(Beginning of Exercise data)
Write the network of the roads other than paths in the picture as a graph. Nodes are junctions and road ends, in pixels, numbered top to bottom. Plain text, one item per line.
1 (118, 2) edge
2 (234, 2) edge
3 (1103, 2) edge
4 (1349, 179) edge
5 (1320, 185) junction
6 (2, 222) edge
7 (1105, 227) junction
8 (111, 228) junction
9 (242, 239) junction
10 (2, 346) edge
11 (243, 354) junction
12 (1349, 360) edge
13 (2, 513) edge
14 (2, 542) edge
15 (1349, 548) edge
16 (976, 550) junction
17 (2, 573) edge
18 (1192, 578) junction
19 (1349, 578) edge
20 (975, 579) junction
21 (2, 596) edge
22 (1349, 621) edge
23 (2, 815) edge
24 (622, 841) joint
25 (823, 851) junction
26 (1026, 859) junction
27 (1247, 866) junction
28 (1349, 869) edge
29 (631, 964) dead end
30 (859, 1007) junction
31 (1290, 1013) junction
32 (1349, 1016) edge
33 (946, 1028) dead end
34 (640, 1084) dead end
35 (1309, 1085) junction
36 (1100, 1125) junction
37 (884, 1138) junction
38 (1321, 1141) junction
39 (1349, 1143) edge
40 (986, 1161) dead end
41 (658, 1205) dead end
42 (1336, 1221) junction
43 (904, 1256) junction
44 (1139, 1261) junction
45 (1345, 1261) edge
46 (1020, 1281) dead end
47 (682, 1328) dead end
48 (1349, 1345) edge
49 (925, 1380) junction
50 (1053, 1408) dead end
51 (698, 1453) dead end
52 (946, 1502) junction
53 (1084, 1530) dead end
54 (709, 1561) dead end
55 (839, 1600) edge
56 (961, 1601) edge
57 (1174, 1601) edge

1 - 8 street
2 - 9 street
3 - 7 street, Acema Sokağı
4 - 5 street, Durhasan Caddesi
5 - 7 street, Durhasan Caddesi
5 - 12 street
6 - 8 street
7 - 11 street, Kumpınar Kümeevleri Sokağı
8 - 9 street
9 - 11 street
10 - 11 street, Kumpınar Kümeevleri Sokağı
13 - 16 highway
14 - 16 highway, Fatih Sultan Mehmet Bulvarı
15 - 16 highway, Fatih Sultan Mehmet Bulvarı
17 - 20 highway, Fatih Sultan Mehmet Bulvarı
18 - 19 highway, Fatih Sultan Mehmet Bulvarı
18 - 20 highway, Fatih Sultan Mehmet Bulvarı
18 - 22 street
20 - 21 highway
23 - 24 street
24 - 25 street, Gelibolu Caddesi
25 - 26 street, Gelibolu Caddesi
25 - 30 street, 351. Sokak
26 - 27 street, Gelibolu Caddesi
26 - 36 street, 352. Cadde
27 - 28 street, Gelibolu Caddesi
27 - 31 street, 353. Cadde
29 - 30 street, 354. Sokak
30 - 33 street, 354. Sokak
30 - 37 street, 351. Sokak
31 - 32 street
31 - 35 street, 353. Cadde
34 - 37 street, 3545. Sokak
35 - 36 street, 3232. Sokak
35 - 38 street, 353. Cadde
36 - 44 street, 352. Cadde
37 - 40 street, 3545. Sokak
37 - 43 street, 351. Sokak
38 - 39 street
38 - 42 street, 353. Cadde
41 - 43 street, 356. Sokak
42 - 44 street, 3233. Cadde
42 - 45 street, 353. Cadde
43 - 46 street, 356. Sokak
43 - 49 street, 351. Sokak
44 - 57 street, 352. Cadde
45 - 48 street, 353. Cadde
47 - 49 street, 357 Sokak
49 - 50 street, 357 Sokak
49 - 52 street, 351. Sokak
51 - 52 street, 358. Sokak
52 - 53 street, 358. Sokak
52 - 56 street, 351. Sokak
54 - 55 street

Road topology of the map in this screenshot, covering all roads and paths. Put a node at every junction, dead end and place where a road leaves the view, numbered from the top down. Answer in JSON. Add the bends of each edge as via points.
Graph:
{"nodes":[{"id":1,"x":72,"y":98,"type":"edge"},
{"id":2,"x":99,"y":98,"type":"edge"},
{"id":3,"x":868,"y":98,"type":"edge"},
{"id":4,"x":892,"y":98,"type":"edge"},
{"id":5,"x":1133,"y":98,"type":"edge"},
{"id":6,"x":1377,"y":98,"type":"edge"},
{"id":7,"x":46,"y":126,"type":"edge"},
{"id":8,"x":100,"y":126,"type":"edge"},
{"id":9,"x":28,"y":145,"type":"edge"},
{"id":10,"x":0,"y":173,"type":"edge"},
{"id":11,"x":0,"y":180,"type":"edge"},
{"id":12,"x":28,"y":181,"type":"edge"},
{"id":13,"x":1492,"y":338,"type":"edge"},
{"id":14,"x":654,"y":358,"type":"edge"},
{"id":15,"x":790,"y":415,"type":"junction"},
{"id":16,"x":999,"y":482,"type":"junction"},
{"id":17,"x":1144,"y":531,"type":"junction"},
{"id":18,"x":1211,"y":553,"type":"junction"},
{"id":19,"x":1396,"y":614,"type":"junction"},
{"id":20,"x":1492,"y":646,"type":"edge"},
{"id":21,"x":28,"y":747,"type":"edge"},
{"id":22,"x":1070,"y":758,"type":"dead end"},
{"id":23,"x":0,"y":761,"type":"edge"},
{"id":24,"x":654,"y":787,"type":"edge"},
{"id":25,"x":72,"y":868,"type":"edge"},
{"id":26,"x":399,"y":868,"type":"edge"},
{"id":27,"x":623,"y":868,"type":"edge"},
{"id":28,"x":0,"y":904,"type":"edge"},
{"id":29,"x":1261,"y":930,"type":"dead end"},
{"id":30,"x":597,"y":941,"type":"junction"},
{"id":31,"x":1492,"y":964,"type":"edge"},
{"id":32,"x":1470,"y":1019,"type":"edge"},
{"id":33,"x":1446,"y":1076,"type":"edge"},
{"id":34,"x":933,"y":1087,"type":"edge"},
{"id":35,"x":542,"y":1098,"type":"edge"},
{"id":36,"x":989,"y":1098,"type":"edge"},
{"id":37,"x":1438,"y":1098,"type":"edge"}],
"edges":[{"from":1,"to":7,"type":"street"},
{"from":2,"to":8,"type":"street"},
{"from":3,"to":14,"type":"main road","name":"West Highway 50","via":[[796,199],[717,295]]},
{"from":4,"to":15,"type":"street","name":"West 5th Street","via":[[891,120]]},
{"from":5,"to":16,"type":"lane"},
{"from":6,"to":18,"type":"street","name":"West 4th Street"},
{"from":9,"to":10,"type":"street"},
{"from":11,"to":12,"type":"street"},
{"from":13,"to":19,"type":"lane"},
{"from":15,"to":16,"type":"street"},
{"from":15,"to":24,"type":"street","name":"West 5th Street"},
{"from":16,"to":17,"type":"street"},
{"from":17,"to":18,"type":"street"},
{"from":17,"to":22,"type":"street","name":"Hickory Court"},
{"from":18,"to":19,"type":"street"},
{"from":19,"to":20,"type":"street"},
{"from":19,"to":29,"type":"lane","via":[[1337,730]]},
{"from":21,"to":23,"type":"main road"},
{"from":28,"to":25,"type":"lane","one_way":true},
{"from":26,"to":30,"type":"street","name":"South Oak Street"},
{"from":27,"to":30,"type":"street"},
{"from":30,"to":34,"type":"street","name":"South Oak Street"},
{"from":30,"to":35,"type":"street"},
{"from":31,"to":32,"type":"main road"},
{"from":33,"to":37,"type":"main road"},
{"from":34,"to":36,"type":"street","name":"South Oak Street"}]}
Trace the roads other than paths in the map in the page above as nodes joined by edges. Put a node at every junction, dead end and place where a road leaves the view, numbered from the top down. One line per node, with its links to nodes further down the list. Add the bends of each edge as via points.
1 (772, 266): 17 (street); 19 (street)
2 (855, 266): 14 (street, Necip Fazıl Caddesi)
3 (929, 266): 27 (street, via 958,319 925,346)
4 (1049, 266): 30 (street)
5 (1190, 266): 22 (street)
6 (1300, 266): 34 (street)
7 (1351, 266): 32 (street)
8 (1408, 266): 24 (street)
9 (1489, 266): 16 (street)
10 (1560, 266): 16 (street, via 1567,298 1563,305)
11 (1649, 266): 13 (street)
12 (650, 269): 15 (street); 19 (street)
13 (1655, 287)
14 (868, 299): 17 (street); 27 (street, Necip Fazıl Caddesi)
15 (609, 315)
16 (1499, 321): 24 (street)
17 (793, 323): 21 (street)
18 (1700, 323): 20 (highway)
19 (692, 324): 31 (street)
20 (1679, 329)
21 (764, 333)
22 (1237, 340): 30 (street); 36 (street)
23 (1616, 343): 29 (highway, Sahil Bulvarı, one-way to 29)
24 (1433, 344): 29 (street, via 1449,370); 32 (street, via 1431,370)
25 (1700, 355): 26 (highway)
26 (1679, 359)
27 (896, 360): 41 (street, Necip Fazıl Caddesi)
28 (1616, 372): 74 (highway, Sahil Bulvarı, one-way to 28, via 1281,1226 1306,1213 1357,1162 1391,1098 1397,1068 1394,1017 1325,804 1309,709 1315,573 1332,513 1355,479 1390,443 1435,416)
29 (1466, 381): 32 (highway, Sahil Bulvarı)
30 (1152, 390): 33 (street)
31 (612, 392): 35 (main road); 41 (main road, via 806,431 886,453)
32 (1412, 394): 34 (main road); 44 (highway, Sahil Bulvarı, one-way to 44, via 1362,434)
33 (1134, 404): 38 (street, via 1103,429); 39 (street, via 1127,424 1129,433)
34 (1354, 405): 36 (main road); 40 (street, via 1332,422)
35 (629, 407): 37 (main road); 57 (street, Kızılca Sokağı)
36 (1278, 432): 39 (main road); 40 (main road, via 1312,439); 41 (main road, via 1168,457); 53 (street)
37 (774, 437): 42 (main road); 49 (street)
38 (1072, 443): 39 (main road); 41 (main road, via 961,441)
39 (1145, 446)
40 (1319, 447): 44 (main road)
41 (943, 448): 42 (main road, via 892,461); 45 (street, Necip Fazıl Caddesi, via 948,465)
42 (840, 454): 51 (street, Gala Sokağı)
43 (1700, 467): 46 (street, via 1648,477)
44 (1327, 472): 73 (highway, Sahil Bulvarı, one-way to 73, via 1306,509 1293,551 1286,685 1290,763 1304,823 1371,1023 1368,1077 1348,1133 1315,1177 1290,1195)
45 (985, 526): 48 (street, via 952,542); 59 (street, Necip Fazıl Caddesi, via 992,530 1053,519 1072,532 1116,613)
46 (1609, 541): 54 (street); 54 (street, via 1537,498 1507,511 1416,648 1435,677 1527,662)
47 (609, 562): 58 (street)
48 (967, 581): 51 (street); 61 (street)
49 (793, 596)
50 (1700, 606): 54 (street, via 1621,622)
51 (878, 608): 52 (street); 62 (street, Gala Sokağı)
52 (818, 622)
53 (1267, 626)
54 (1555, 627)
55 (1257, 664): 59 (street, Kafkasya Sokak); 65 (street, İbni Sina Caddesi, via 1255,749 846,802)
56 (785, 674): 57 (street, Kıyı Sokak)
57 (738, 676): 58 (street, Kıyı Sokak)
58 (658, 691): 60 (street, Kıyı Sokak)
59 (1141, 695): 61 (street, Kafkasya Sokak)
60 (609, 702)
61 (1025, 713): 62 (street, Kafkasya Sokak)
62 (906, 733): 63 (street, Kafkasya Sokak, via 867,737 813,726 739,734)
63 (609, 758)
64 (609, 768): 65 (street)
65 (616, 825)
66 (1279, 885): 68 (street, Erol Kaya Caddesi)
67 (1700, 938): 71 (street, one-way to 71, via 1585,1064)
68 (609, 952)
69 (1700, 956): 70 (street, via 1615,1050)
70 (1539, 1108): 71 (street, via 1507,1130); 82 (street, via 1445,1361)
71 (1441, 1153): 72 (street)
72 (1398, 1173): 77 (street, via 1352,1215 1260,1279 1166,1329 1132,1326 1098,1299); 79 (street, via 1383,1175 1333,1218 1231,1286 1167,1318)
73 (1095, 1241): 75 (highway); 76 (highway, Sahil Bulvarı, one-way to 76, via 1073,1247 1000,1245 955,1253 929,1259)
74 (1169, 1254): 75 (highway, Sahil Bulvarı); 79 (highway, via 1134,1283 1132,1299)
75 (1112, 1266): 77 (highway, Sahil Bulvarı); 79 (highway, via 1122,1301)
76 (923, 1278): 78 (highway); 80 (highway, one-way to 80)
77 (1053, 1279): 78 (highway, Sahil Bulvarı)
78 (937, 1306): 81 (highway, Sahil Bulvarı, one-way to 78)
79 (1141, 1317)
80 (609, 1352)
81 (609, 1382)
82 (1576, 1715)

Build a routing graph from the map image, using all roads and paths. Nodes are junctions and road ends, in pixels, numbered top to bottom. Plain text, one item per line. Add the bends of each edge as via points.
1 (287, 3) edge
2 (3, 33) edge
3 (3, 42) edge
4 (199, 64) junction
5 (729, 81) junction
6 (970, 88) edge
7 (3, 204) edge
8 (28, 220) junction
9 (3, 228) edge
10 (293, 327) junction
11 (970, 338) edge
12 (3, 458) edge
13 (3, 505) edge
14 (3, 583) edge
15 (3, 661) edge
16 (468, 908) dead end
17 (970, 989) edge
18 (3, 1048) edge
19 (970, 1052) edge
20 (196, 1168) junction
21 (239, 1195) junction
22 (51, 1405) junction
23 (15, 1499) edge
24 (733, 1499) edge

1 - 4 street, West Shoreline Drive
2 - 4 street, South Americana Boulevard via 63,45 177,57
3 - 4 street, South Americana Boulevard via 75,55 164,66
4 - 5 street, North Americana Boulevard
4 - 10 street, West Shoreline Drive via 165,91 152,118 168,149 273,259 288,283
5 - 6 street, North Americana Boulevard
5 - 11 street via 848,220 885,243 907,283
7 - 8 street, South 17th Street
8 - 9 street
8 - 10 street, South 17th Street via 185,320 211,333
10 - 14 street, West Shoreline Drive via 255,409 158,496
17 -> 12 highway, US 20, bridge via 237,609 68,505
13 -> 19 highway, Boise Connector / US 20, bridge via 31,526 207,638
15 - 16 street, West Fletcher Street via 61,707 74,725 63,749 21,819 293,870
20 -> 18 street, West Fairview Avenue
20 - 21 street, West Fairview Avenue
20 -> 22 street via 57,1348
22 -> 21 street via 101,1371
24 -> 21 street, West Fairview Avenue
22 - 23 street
(End of Exercise data)
Assigned task -
Only lines with the word "Gala" are wanted. Find and copy them from the records above.

Final answer -
42 (840, 454): 51 (street, Gala Sokağı)
51 (878, 608): 52 (street); 62 (street, Gala Sokağı)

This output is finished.